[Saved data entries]
⁂

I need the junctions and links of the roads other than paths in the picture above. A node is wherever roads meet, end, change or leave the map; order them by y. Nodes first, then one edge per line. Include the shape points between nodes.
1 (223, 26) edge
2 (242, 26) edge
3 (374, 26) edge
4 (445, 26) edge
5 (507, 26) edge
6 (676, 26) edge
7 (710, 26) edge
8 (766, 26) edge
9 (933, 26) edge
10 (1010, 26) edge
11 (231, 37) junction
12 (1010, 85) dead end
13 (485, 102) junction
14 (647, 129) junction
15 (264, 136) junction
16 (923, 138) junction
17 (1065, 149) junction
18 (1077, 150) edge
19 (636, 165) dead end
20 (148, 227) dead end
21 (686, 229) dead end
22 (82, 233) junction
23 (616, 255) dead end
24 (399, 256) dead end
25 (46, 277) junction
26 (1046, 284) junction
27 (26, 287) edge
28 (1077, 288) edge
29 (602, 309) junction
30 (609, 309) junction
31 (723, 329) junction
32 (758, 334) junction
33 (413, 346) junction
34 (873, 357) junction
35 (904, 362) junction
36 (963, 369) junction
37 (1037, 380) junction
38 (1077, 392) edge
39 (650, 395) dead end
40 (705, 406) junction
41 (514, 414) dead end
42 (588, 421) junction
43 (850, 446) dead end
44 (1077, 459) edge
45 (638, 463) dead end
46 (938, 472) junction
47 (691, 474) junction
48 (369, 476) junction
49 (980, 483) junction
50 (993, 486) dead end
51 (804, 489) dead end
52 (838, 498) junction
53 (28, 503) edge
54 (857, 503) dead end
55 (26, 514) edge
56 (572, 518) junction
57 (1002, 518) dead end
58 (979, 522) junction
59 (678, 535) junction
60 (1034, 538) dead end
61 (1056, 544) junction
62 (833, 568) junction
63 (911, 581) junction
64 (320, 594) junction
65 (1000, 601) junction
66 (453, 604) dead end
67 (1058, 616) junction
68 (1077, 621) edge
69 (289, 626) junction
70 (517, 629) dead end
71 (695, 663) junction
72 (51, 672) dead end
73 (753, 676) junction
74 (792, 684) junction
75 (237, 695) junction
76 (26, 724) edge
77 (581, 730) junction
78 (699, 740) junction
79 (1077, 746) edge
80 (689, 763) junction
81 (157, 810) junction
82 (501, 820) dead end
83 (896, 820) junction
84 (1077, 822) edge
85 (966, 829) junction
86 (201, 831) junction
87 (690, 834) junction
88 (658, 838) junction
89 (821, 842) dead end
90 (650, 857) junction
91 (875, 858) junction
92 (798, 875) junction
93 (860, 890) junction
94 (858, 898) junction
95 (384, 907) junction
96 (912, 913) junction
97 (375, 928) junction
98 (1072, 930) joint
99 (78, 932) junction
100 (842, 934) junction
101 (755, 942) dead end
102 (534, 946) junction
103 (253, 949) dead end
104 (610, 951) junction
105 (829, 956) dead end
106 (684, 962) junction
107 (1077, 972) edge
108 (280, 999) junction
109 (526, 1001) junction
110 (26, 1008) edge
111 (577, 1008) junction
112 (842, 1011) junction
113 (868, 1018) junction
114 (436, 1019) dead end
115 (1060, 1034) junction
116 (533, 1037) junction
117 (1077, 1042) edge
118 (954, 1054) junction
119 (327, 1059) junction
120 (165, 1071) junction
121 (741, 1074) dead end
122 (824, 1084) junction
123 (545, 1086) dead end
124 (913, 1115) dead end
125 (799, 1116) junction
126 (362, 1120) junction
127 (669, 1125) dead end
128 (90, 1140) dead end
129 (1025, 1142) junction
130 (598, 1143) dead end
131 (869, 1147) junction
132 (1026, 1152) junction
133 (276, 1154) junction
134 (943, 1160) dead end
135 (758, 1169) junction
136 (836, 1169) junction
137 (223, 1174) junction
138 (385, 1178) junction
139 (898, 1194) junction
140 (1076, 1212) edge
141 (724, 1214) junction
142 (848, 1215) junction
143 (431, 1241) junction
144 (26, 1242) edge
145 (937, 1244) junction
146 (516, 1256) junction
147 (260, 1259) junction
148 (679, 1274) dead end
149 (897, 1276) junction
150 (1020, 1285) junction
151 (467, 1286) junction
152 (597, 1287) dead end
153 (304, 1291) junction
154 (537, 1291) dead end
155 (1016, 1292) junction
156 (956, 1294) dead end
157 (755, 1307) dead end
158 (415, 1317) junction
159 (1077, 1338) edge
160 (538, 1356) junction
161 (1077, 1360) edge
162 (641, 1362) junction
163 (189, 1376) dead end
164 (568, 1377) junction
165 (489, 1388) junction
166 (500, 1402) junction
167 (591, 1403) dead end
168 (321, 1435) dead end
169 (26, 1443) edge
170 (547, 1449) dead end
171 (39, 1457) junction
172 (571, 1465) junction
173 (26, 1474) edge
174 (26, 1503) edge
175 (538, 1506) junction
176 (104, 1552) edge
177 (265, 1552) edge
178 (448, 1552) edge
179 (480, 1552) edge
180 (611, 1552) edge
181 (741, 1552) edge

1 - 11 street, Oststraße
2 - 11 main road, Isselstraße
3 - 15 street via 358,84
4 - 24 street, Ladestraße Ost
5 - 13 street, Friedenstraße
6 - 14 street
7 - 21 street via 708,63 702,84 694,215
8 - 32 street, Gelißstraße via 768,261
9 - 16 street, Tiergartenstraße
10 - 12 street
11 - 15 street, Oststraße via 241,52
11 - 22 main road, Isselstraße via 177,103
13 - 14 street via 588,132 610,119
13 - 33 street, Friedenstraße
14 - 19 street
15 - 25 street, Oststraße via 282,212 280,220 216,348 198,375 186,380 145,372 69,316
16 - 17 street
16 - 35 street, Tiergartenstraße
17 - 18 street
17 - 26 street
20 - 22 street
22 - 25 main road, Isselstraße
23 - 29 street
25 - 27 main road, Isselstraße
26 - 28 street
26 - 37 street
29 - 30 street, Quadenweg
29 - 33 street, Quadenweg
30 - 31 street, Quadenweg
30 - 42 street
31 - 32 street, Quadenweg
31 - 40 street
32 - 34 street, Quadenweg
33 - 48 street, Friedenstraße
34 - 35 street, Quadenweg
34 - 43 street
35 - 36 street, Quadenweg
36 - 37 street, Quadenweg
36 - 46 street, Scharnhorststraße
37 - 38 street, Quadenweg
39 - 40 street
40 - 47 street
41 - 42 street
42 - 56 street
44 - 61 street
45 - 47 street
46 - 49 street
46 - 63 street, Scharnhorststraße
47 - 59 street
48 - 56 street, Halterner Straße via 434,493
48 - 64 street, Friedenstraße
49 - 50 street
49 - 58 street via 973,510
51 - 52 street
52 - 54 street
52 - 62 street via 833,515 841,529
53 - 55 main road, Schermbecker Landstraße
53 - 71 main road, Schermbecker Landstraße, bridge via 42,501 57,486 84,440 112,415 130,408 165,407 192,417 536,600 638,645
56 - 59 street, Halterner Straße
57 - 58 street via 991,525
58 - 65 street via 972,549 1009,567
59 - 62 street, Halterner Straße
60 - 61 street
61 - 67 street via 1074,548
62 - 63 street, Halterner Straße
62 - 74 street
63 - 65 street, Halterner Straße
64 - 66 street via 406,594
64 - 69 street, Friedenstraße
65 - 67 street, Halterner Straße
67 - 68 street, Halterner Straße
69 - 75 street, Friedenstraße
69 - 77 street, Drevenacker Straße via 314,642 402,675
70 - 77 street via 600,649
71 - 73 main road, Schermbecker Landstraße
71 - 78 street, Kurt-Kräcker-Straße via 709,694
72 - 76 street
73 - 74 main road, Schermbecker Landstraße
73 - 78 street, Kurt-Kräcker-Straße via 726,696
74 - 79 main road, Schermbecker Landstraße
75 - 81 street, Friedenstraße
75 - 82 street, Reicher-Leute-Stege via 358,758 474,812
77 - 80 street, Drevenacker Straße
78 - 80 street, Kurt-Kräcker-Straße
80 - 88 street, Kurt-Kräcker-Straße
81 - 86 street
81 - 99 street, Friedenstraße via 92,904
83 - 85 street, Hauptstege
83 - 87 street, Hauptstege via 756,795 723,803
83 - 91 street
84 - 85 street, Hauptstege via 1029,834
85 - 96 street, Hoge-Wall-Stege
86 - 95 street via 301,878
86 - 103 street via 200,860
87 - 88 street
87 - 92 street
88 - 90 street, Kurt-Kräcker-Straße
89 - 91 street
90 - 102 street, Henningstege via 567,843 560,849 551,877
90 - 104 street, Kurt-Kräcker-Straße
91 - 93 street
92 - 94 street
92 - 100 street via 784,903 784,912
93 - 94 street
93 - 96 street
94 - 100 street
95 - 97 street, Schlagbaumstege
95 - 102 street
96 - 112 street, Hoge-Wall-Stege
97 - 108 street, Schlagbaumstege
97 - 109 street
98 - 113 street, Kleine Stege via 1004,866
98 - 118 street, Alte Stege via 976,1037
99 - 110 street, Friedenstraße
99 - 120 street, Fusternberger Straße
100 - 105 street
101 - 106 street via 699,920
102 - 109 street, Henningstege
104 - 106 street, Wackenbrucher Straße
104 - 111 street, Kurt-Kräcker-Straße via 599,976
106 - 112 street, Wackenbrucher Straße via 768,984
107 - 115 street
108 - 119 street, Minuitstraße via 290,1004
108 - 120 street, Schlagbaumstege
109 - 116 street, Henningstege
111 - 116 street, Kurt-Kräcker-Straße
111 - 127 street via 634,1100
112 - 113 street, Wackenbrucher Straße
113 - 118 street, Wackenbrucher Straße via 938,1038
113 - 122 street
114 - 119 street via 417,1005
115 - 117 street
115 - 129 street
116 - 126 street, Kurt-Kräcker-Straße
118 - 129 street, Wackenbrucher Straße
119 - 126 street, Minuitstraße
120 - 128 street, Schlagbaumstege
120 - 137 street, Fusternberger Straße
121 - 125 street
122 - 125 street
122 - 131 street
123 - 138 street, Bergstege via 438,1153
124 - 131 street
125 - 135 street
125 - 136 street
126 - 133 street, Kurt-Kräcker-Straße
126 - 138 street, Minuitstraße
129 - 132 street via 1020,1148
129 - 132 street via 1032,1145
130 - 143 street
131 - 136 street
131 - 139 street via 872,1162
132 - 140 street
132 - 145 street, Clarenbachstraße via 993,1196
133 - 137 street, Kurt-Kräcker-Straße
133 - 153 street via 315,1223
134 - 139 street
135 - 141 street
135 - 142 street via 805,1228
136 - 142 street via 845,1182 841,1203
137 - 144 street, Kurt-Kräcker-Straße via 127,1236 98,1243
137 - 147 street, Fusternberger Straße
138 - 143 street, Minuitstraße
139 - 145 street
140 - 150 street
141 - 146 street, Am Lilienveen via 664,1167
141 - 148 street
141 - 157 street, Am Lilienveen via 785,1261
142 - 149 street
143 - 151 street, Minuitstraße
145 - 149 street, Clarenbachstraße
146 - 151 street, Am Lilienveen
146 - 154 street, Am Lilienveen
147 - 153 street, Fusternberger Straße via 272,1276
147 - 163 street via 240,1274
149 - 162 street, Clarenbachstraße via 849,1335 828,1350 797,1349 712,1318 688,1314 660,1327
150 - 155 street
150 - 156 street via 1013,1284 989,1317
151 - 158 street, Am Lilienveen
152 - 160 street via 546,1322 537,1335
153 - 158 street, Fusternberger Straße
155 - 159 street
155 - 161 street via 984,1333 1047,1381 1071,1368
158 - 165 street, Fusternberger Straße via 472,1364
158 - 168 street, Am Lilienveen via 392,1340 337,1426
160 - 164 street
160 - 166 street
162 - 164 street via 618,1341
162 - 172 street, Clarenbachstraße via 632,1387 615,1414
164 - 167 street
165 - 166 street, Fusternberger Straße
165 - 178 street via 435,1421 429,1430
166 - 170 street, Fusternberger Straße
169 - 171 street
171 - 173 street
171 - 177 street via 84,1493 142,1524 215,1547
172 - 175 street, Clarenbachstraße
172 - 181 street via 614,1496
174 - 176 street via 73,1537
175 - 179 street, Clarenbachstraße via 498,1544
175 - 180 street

⁂

REQUIREMENT:
Return each line from the records that includes the word "Wall".

ANSWER BOX:
85 - 96 street, Hoge-Wall-Stege
96 - 112 street, Hoge-Wall-Stege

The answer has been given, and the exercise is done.